Altoros: Performance Evaluation of NoSQL Databases as a Service: Couchbase Cloud, MongoDB Atlas, and Amazon DynamoDB

/images/system-design-weekly/008/Untitled.png

Altoros conducted a benchmark comparing DBaaS (database-as-a-service) of three NoSQL cloud solutions: AWS DynamoDB, MongoDB Atlas, and Couchbase Cloud. The 23-page report is available after the registration.

Benchmark explored three types of cluster configurations: 6,9, and 18 nodes. For that matter, a provisioned type of DynamoDB was used. The report also contains a pricing comparison. As DynamoDB is a serverless solution that scales automatically, they set limits to be on par price-wise with other databases.

Different types of queries were tested: 50/50 reads and writes, short-range scan, pagination with filtering, and JOIN query.

In conclusion, Couchbase Cloud beats competitors in most of the test cases, DynamoDB was not able to participate in JOIN and pagination cases due to its restrictions. MongoDB Atlas showed good results except for the JOIN test case.

CockroachDB: Living Without Atomic Clocks

/images/system-design-weekly/008/Untitled%203.png

Clock synchronization is crucial for distributed systems. We can see it in causally related transactions in a distributed database. Transaction T2 should be committed after transaction T1. System time is different on different machines, so there is a chance that a commit timestamp for T1 is greater than the commit timestamp for T2. This violated the ordering of transactions.

Google Spanner and related whitepaper solve this problem with TrueTime. Google hardware time sync makes sure that instances are 7ms away max. Transaction wait 7ms to commit, in this case, subsequent transactions are guaranteed to commit after the previous one.

Another way to ensure linearizability is called “external consistency”, as the system relies on a single source of time for every operation. This is used internally at Google as Percolator.

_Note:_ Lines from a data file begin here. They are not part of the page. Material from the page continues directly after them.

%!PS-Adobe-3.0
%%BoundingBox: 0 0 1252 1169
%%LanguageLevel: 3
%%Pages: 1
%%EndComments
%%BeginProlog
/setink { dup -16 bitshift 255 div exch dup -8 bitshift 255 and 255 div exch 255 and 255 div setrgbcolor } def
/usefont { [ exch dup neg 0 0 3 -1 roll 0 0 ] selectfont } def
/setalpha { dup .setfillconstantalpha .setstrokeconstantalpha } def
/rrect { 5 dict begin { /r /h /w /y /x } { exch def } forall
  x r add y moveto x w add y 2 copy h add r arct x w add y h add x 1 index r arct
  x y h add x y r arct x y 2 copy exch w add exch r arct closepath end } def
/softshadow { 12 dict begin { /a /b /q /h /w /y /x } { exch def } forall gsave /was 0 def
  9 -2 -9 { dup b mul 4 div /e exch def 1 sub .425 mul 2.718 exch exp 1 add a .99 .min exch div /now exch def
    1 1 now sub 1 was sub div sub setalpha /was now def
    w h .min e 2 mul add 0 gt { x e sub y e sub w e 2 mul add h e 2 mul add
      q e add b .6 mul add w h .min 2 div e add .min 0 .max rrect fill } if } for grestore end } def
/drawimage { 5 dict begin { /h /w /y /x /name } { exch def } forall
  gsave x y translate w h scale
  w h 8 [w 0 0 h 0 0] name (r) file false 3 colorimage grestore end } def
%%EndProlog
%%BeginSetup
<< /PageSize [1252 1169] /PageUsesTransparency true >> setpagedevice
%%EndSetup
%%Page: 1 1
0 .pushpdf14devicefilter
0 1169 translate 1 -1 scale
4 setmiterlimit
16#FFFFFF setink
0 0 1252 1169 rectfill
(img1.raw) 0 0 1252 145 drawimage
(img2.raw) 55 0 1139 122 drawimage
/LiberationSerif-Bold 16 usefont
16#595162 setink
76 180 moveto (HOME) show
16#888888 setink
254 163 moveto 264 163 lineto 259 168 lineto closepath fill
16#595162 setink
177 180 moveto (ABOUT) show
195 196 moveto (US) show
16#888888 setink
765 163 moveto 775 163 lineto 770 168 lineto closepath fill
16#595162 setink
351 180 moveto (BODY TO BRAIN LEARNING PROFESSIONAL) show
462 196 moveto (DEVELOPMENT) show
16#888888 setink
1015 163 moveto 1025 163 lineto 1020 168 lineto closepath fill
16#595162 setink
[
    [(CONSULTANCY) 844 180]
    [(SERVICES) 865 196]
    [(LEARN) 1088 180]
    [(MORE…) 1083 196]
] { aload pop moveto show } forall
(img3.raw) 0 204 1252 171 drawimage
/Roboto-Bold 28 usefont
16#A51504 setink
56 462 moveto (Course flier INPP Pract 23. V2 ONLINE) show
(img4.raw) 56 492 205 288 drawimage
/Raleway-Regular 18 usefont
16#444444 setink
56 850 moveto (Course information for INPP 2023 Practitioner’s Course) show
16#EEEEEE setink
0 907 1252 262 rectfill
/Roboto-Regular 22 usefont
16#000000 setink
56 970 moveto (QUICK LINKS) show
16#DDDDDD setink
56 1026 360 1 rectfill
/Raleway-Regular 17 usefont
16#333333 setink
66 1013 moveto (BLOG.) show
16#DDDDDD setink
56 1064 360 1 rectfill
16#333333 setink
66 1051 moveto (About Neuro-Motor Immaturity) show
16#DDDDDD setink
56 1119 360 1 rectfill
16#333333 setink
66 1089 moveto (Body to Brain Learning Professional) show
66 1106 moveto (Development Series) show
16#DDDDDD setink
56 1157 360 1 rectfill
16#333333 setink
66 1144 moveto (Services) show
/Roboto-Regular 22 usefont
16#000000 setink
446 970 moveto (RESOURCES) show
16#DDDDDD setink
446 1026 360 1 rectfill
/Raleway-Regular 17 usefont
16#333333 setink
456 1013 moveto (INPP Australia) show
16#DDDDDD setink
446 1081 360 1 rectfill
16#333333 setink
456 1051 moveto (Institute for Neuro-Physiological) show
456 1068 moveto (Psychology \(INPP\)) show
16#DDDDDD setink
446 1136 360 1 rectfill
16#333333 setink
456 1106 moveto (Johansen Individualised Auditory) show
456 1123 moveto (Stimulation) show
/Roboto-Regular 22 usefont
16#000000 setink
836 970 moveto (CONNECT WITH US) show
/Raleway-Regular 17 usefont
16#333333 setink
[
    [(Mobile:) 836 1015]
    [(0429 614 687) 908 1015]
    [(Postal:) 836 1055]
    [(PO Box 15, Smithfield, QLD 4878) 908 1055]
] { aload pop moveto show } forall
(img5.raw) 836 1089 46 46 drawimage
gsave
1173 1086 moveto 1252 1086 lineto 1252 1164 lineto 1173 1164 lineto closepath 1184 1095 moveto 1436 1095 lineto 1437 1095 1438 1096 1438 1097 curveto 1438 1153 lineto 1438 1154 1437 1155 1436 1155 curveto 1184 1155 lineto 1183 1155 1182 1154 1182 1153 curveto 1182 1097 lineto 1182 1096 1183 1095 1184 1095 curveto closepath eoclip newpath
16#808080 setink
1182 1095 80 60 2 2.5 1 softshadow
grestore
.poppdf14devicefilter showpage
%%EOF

Achieving similar results on-prem is challenging as there is usually no luxury of an atomic clock. NTP protocol difference can be between 100ms to 250ms. CockroachDB was inspired by Google Spanner, it uses a similar but different approach. Instead of waiting on write, it sometimes retries on read.

Each transaction defines a window of uncertainty as a range of current node timestamp and sum of current timestamp with cluster clock offset as an upper bound. If a transaction encounters value within the window of uncertainty, it simply bumps commit timestamp above the seen value but lower than the upper bound, effectively shrinking the window of uncertainty. In the worst case scenario, delay due to such uncertainty restart can be no more than clock offset, for NTP it’s 250ms. CockroachDB nodes periodically compare clocks between each other. If the maximum offset was exceeded for a certain node, it gets kicked out of the cluster.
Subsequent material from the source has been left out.